Japonia ma najwyższy wskaźnik dzietności w Azji Wschodniej, częściowo z powodu pęknięcia bańki na rynku nieruchomości w latach 90. ubiegłego wieku, co skutkowało niższymi cenami i mniejszą gęstością zaludnienia miejskiego. Teraz gdy ogólna liczba ludności w Chinach maleje, zwłaszcza w kohorcie wieku sprzyjającego zakupowi domów, załamanie rynku nieruchomości wydaje się nieuniknione. Sposób, w jaki do tego dojdzie, a także jego szybkość, będą miały głęboki wpływ na społeczno-gospodarczą sytuację Chin i międzynarodową geopolitykę w nadchodzących dziesięcioleciach - uważa Yi Fuxian.
Chiny już nie są najludniejszym krajem świata
Populacja Chin zaczęła się kurczyć w 2016 roku w następstwie kontrowersyjnej polityki jednego dziecka, która obowiązywała w latach 1980-2015. W 2021 roku władze zezwoliły na posiadanie nawet trójki dzieci.
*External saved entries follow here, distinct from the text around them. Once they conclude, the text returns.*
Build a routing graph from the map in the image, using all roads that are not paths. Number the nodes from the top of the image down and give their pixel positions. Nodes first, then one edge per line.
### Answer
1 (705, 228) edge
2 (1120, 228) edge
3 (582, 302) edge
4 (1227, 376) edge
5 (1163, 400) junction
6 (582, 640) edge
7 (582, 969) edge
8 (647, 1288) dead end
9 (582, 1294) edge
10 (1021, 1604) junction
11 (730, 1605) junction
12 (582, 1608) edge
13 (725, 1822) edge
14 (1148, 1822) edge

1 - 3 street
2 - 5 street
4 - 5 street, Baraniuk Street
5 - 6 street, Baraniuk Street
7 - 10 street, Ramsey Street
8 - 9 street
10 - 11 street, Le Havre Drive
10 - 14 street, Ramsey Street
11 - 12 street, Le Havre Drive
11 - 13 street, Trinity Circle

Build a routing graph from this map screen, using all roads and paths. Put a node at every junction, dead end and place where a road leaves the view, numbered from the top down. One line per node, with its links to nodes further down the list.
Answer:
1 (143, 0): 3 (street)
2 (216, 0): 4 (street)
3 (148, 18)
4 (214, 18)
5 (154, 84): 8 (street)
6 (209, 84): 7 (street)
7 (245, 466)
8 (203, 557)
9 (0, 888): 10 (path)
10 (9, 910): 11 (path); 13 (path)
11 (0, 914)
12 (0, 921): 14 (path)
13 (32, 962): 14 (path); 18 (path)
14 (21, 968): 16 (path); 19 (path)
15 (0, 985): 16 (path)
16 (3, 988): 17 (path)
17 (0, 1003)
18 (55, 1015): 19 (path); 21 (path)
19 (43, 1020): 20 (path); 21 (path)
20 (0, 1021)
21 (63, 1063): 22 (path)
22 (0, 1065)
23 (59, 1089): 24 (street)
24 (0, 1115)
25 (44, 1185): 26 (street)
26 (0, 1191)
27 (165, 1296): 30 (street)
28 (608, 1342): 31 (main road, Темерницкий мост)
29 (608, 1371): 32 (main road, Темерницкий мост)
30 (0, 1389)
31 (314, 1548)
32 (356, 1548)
W celu wyhamowania spadku urodzeń Pekin wprowadził szereg środków, takich jak zwiększenie nakładów finansowych, refundację zapłodnienia in vitro czy umożliwienie legalnego posiadania dzieci przez niezamężne kobiety. To nie wyhamowało jednak spadku wskaźnika urodzeń.
Według ONZ Indie z 1,425 mld ludności wyprzedziły Chiny pod koniec kwietnia 2023 roku jako najbardziej zaludniony kraj na świecie.
ONZ prognozuje, że populacja Chin może spaść poniżej 1 miliarda przed końcem XXI wieku, ponieważ płodność spadła do 1,2 urodzeń na kobietę w 2022 roku. To plasuje Chiny wśród krajów o najniższych wskaźnikach dzietności na świecie. Wskaźnik 2,1 urodzeń na kobietę jest niezbędny do utrzymania stabilnej populacji.